• Exercise instructions
Find every line in the entries that holds the string "Viator" and report it.

BEGIN

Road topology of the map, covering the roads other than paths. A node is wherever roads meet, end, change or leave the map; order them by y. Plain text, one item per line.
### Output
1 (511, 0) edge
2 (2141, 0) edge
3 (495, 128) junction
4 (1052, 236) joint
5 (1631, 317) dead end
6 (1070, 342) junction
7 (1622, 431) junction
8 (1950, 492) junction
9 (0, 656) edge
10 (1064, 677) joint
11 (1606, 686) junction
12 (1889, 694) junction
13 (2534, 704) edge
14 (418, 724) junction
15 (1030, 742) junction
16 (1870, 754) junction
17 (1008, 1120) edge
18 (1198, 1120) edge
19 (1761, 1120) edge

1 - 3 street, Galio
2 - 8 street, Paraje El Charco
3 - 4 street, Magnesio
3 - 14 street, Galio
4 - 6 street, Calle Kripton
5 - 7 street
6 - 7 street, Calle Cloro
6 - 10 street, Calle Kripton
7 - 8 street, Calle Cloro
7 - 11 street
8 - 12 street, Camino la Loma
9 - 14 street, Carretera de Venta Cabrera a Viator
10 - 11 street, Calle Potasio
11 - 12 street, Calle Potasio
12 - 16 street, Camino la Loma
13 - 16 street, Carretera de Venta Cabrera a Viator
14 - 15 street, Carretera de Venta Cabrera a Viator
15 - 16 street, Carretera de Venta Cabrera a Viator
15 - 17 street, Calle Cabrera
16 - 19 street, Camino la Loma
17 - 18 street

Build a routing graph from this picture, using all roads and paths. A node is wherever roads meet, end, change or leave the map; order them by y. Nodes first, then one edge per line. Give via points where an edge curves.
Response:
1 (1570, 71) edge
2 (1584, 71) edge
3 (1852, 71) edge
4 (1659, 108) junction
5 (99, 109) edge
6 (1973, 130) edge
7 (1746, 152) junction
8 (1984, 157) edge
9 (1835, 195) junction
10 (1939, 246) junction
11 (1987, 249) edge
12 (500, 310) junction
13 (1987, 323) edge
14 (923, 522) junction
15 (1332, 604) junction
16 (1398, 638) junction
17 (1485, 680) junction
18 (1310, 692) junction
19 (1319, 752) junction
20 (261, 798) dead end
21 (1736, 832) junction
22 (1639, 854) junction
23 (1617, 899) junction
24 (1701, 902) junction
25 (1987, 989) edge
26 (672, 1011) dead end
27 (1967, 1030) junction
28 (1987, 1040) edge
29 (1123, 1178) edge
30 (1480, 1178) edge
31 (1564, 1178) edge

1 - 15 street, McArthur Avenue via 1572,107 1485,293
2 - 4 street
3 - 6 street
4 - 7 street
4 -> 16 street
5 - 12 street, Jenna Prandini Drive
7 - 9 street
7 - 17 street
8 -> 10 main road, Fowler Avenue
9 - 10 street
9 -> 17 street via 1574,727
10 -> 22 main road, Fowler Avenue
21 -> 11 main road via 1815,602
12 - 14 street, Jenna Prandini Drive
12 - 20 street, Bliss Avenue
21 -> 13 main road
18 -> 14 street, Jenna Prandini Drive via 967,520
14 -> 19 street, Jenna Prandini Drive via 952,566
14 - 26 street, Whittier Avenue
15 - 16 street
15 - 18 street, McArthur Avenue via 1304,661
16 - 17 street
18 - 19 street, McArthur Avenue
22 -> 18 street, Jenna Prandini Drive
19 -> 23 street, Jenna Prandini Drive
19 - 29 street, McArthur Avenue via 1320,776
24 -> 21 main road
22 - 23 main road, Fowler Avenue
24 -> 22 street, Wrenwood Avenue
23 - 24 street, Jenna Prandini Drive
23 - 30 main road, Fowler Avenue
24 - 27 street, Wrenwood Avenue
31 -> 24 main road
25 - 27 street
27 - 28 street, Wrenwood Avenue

END

• Task response
9 - 14 street, Carretera de Venta Cabrera a Viator
13 - 16 street, Carretera de Venta Cabrera a Viator
14 - 15 street, Carretera de Venta Cabrera a Viator
15 - 16 street, Carretera de Venta Cabrera a Viator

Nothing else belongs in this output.